I am reading a fantastic book by John Piper called:A Sweet and Bitter Providence: Sex, Race, and the Sovereignty of God. It helps you to read and understand the book of Ruth. I found this quote especially beautiful:

 "The mood of American life today is, If it feels good, do it, and away with guilt-producing, puritanical principles of chastity and faithfulness. But I say to you who are unmarried, if the stars are shining in their beauty, and your blood is thudding like a hammer, and you are safe in the privacy of your place, stop...for the sake of righteousness. Let the morning dawn on your purity....stand with Boaz and Ruth in your commitment never to have sexual relations outside of marriage." 

The beauty of the gospel tells us though, that whoever has failed to keep that commitment *can* have forgiveness. Isn't that so encouraging? I will be completely honest with you...I did not wait until marriage but *oh* how I wish I would have. I can't tell you how much I completely regret not waiting! What a beautiful thing it is to be your beloved's only after committing yourselves to one another before the Lord. What joy there is to know that the Lord is mighty to save and forgive.

"Don't be like the world. Be like Boaz. Be like Ruth. Profound in love. Subtle and perceptive in communication. Powerful in self-control. Committed to strategic righteousness."

Oh! For the young people today to grasp the absolute beauty and sacredness there is in protecting their purity. Parents need to understand this as well. Dress your children in a way that keeps them modest (not frumpy...but just covering their bodies in a way that honors Christ). They may fight you on this...but you are the parent. Help them value the gift of their purity. It is your job to teach them and train them up properly. I encourage you to read my post about Christian parenting HERE.

I want my children to have class. The definition of being classy is: stylish and sophisticated, elegant. This does *not* mean "uppity" (in my definition) but I desire for them to value Christ enough that they desire to dress and carry themselves in a way that honors Him. I do not expect them to dress in an expensive way nor really be "stylish" as the definition describes...but rather I want them to behave in a way that reflects a character of kindness, humility and dignity. That dignity doesn't stem from their own self worth...but rather a knowing that Christ is their all-in-all and that He lives *in* them. He deserves our reverence and we should reflect this in our behavior. I desire for them to stand out in a crowd because they will not lose their convictions for the sake of being a man-pleaser. I desire for them to share the gospel with boldness and love to save a dying world.

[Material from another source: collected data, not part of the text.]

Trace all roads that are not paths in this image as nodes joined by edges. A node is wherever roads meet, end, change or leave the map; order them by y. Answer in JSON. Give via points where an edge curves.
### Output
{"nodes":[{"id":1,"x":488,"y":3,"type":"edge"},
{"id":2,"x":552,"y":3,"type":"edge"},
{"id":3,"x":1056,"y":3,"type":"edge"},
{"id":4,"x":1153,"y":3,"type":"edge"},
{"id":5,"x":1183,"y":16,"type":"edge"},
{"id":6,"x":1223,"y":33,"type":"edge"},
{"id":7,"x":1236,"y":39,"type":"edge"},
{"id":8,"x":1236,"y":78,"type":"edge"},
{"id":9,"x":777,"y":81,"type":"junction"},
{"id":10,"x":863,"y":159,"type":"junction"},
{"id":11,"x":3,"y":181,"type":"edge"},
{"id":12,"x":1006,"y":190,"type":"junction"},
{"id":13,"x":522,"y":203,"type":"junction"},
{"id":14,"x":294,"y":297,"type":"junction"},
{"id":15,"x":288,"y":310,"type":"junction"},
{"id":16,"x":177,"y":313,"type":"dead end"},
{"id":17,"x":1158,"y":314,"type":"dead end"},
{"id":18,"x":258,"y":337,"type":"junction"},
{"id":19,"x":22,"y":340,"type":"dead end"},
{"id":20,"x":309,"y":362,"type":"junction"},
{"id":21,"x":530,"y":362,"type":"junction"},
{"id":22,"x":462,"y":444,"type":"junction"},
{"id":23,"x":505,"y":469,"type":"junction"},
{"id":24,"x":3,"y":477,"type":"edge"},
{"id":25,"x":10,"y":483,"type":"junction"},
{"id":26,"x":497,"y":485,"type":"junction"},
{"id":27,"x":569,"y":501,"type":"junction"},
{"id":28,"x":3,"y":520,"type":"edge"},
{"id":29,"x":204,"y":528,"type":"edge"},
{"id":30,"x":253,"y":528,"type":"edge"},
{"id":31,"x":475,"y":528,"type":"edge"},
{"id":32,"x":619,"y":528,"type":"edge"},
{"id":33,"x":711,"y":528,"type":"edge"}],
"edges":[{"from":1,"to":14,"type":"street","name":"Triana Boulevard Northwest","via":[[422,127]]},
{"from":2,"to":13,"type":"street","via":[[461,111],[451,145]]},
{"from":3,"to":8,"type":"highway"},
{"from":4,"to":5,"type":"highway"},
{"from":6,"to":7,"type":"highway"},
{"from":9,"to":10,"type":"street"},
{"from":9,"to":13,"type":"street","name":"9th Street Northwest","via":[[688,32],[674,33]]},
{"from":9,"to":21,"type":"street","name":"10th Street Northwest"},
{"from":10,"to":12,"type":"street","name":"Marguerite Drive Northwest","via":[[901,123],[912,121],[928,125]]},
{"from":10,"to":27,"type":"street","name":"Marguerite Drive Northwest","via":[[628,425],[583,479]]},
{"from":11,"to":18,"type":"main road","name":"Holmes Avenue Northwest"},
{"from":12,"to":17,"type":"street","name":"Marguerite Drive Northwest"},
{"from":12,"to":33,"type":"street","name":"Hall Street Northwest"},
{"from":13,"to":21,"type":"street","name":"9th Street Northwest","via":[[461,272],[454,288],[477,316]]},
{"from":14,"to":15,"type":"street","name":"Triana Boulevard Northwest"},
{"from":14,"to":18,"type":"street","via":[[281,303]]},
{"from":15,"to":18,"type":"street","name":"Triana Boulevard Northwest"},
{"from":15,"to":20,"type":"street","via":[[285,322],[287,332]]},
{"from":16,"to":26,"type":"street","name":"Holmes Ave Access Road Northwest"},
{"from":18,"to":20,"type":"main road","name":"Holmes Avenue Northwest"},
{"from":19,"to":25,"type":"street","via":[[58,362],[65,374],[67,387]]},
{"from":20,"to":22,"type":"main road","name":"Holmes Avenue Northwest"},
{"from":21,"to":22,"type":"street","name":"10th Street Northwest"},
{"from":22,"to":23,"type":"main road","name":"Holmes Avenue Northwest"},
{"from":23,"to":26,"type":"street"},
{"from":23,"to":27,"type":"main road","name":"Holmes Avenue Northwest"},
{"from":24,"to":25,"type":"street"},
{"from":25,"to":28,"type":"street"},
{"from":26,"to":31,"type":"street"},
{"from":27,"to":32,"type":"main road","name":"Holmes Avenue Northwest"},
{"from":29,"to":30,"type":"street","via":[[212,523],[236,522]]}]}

Do you share these hopes for your children? Then encourage purity. It is *difficult* in a day of social media and "do whatever feels good" thoughts to remain pure...but it can be done. Relying on God's strength and constant time in His Word...you *can* hold on to that beautiful gift the Lord has given you. It is worth *too* much to give away easily! Young people ~ hear me! Parents ~ hear me!

Young people who are not ready for marriage do NOT need a boyfriend or girlfriend. Hand-holding, kissing, hugging...it all starts out innocent but always leads to more. Teens...you will regret it one day. Parents....you may often not even realize it is happening. Even the most devoted-to-Christ person can fall on this slippery slope! Do not put yourself (or your children) into this place of temptation. Use wisdom in all situations!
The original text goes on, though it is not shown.